Data disaster tolerance
The Hadoop Distributed File System (HDFS) stores the data of each file in blocks, and each block has some copies (Each block has three copies by default). This makes sure these copies of data block can be stored in the different frameworks. In most situations, the storage strategy of HDFS is to store the first copy in the local framework, the second copy is stored in the same framework with the first one, but in different nodes, the last copy is stored in the different frameworks.

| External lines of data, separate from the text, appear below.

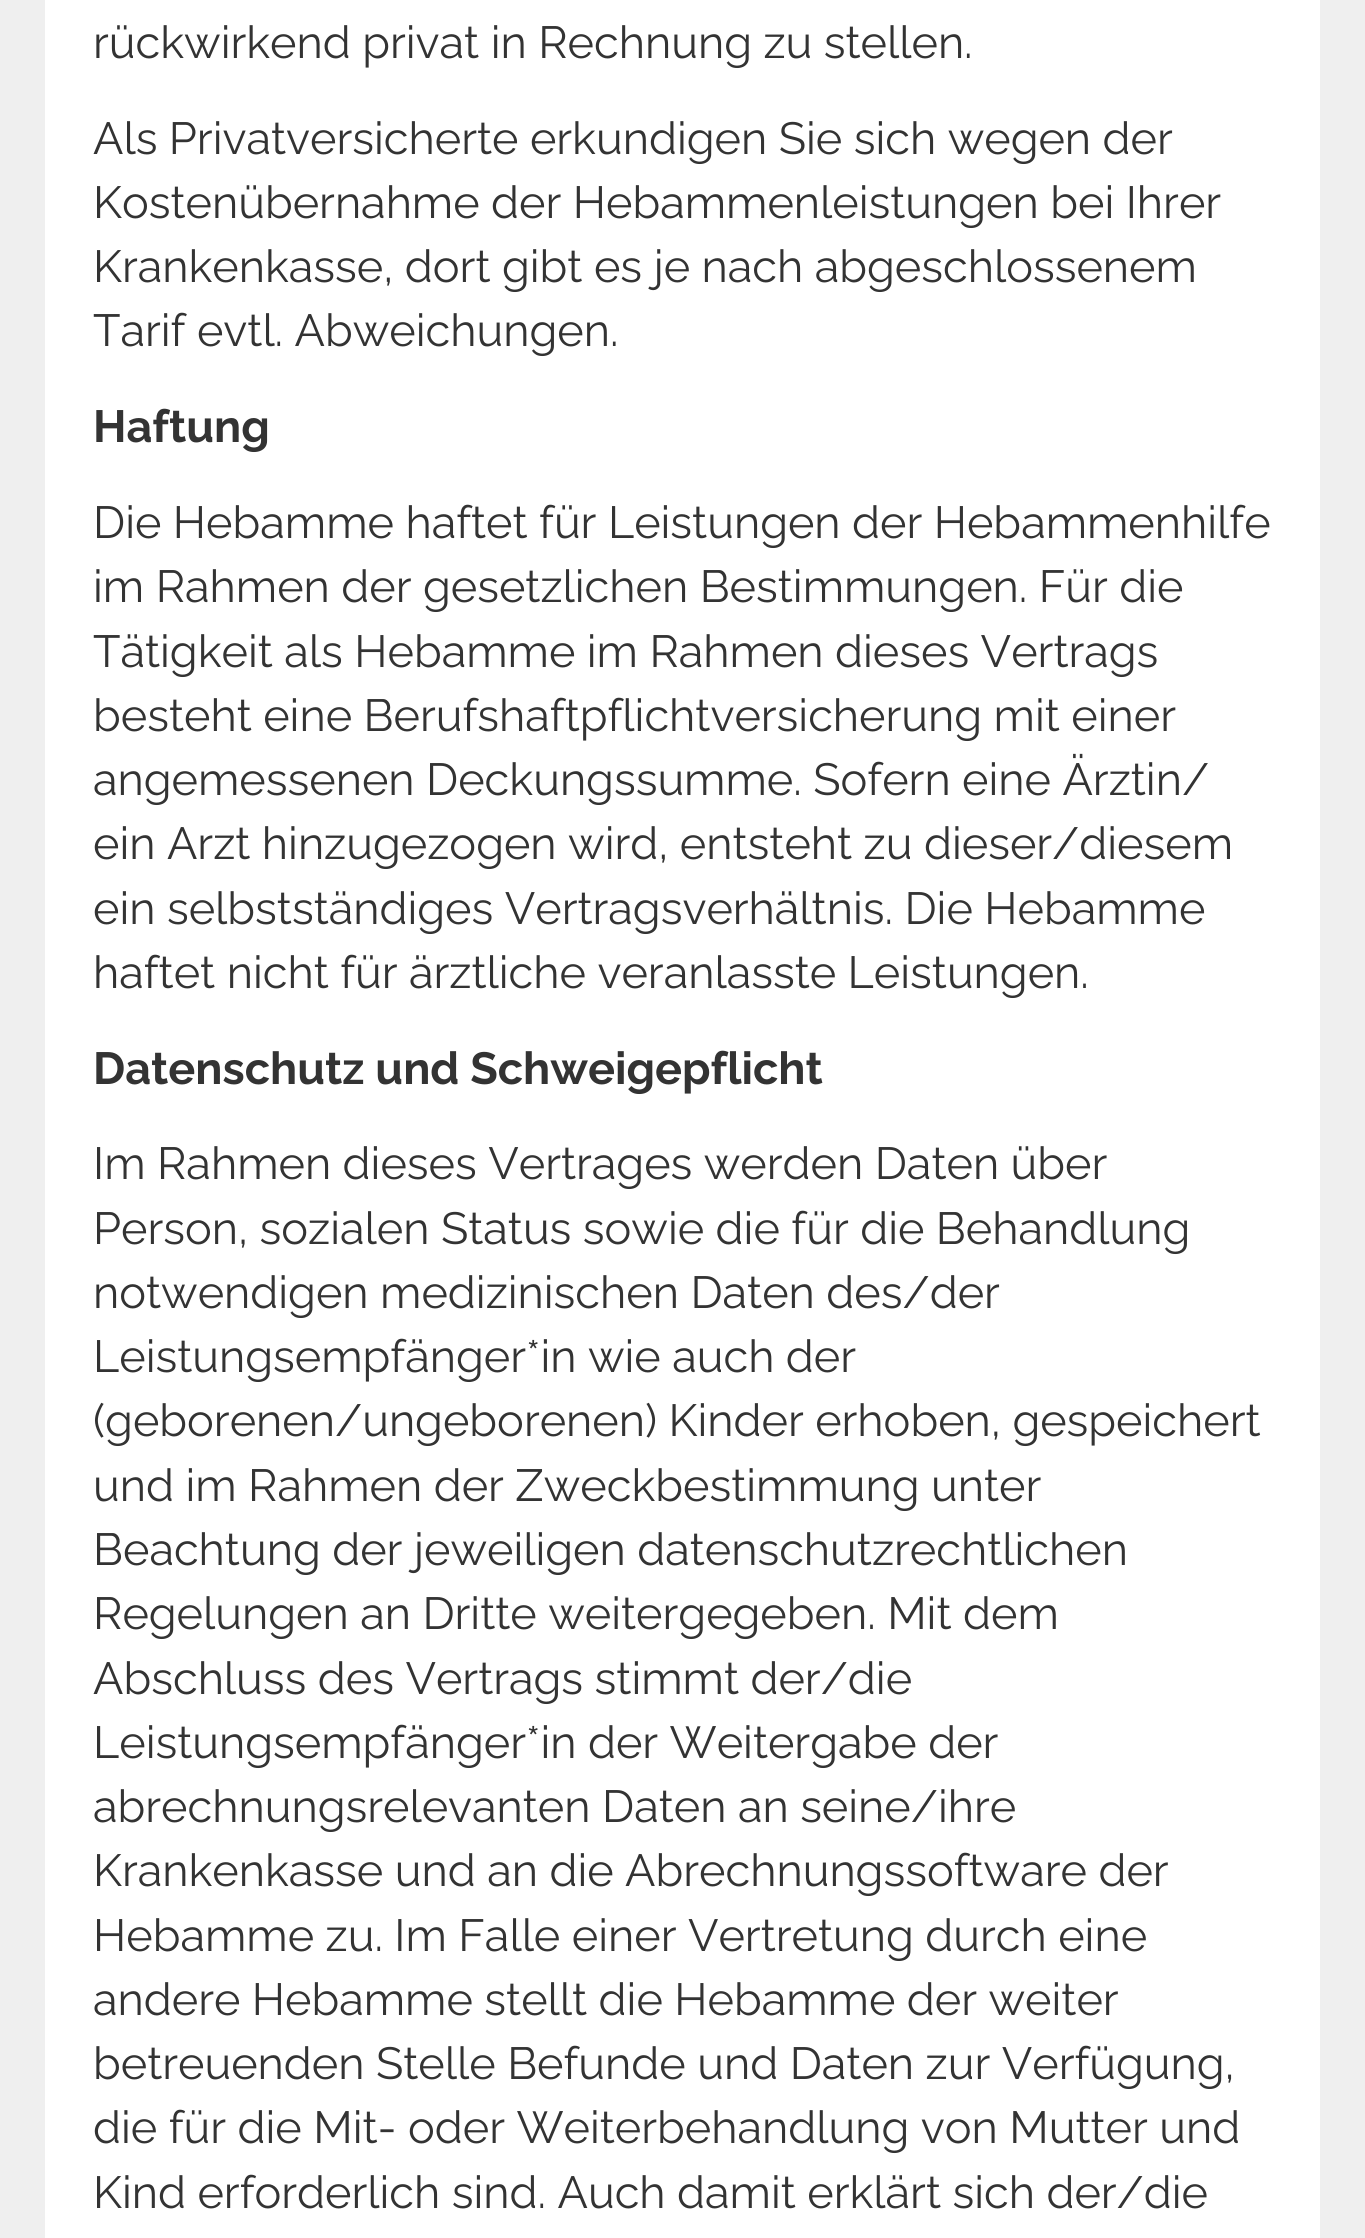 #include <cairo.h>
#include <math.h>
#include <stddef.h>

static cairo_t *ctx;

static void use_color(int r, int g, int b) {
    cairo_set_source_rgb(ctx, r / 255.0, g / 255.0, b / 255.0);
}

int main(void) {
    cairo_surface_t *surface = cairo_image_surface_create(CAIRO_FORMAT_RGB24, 1365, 2238);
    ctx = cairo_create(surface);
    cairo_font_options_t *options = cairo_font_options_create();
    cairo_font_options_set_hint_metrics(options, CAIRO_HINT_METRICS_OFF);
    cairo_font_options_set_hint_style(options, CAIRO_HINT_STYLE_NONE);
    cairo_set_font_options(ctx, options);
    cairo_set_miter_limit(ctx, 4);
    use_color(239, 239, 239);
    cairo_paint(ctx);
    use_color(255, 255, 255);
    cairo_rectangle(ctx, 45, 0, 1275, 2238);
    cairo_fill(ctx);
    cairo_select_font_face(ctx, "Raleway", CAIRO_FONT_SLANT_NORMAL, CAIRO_FONT_WEIGHT_NORMAL);
    cairo_set_font_size(ctx, 45);
    use_color(51, 51, 51);
    cairo_move_to(ctx, 93, 58);
    cairo_show_text(ctx, "rückwirkend privat in Rechnung zu stellen.");
    cairo_move_to(ctx, 93, 154);
    cairo_show_text(ctx, "Als Privatversicherte erkundigen Sie sich wegen der");
    cairo_move_to(ctx, 93, 218);
    cairo_show_text(ctx, "Kostenübernahme der Hebammenleistungen bei Ihrer");
    cairo_move_to(ctx, 93, 282);
    cairo_show_text(ctx, "Krankenkasse, dort gibt es je nach abgeschlossenem");
    cairo_move_to(ctx, 93, 346);
    cairo_show_text(ctx, "Tarif evtl. Abweichungen.");
    cairo_select_font_face(ctx, "Raleway", CAIRO_FONT_SLANT_NORMAL, CAIRO_FONT_WEIGHT_BOLD);
    cairo_move_to(ctx, 93, 442);
    cairo_show_text(ctx, "Haftung");
    cairo_select_font_face(ctx, "Raleway", CAIRO_FONT_SLANT_NORMAL, CAIRO_FONT_WEIGHT_NORMAL);
    cairo_move_to(ctx, 93, 538);
    cairo_show_text(ctx, "Die Hebamme haftet für Leistungen der Hebammenhilfe");
    cairo_move_to(ctx, 93, 602);
    cairo_show_text(ctx, "im Rahmen der gesetzlichen Bestimmungen. Für die");
    cairo_move_to(ctx, 93, 667);
    cairo_show_text(ctx, "Tätigkeit als Hebamme im Rahmen dieses Vertrags");
    cairo_move_to(ctx, 93, 731);
    cairo_show_text(ctx, "besteht eine Berufshaftpflichtversicherung mit einer");
    cairo_move_to(ctx, 93, 795);
    cairo_show_text(ctx, "angemessenen Deckungssumme. Sofern eine Ärztin/");
    cairo_move_to(ctx, 93, 859);
    cairo_show_text(ctx, "ein Arzt hinzugezogen wird, entsteht zu dieser/diesem");
    cairo_move_to(ctx, 93, 924);
    cairo_show_text(ctx, "ein selbstständiges Vertragsverhältnis. Die Hebamme");
    cairo_move_to(ctx, 93, 988);
    cairo_show_text(ctx, "haftet nicht für ärztliche veranlasste Leistungen.");
    cairo_select_font_face(ctx, "Raleway", CAIRO_FONT_SLANT_NORMAL, CAIRO_FONT_WEIGHT_BOLD);
    cairo_move_to(ctx, 93, 1084);
    cairo_show_text(ctx, "Datenschutz und Schweigepflicht");
    cairo_select_font_face(ctx, "Raleway", CAIRO_FONT_SLANT_NORMAL, CAIRO_FONT_WEIGHT_NORMAL);
    cairo_move_to(ctx, 93, 1179);
    cairo_show_text(ctx, "Im Rahmen dieses Vertrages werden Daten über");
    cairo_move_to(ctx, 93, 1244);
    cairo_show_text(ctx, "Person, sozialen Status sowie die für die Behandlung");
    cairo_move_to(ctx, 93, 1308);
    cairo_show_text(ctx, "notwendigen medizinischen Daten des/der");
    cairo_move_to(ctx, 93, 1372);
    cairo_show_text(ctx, "Leistungsempfänger*in wie auch der");
    cairo_move_to(ctx, 93, 1436);
    cairo_show_text(ctx, "(geborenen/ungeborenen) Kinder erhoben, gespeichert");
    cairo_move_to(ctx, 93, 1501);
    cairo_show_text(ctx, "und im Rahmen der Zweckbestimmung unter");
    cairo_move_to(ctx, 93, 1565);
    cairo_show_text(ctx, "Beachtung der jeweiligen datenschutzrechtlichen");
    cairo_move_to(ctx, 93, 1629);
    cairo_show_text(ctx, "Regelungen an Dritte weitergegeben. Mit dem");
    cairo_move_to(ctx, 93, 1694);
    cairo_show_text(ctx, "Abschluss des Vertrags stimmt der/die");
    cairo_move_to(ctx, 93, 1758);
    cairo_show_text(ctx, "Leistungsempfänger*in der Weitergabe der");
    cairo_move_to(ctx, 93, 1822);
    cairo_show_text(ctx, "abrechnungsrelevanten Daten an seine/ihre");
    cairo_move_to(ctx, 93, 1886);
    cairo_show_text(ctx, "Krankenkasse und an die Abrechnungssoftware der");
    cairo_move_to(ctx, 93, 1951);
    cairo_show_text(ctx, "Hebamme zu. Im Falle einer Vertretung durch eine");
    cairo_move_to(ctx, 93, 2015);
    cairo_show_text(ctx, "andere Hebamme stellt die Hebamme der weiter");
    cairo_move_to(ctx, 93, 2079);
    cairo_show_text(ctx, "betreuenden Stelle Befunde und Daten zur Verfügung,");
    cairo_move_to(ctx, 93, 2143);
    cairo_show_text(ctx, "die für die Mit- oder Weiterbehandlung von Mutter und");
    cairo_move_to(ctx, 93, 2208);
    cairo_show_text(ctx, "Kind erforderlich sind. Auch damit erklärt sich der/die");
    cairo_surface_write_to_png(surface, "result.png");
    cairo_font_options_destroy(options);
    cairo_destroy(ctx);
    cairo_surface_destroy(surface);
    return 0;
}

HDFS will scan the data copies regularly, if a data copy was lost, HDFS will make another data copy quickly to make sure the number of data copy is stable. If a node that stores a data copy was lost, HDFS will make another node to recover to data in that node. In Alibaba Cloud, if you use cloud disk, each cloud disk has three data copies in the backend, whenever any of them has some issues, the data copies will exchange and recover data to ensure the reliability of data.
HDFS is a file storage system that has stood the test of time and has high reliability. It can store massive data with high reliability. At the same time, based on the features in Alibaba Cloud, HDFS can make extra backups for the data stored in OSS, in this way, HDFS makes the data higher reliability.
Service disaster tolerance
The core components of HDFS will deploy the HA, that is, there are at least two nodes be the backups for each other, such as, YARN, HDFS, Hive Server, Hive Meta. In this way, whenever there’s a node with issues, the nodes will exchange and recover data to ensure that the services has no impact.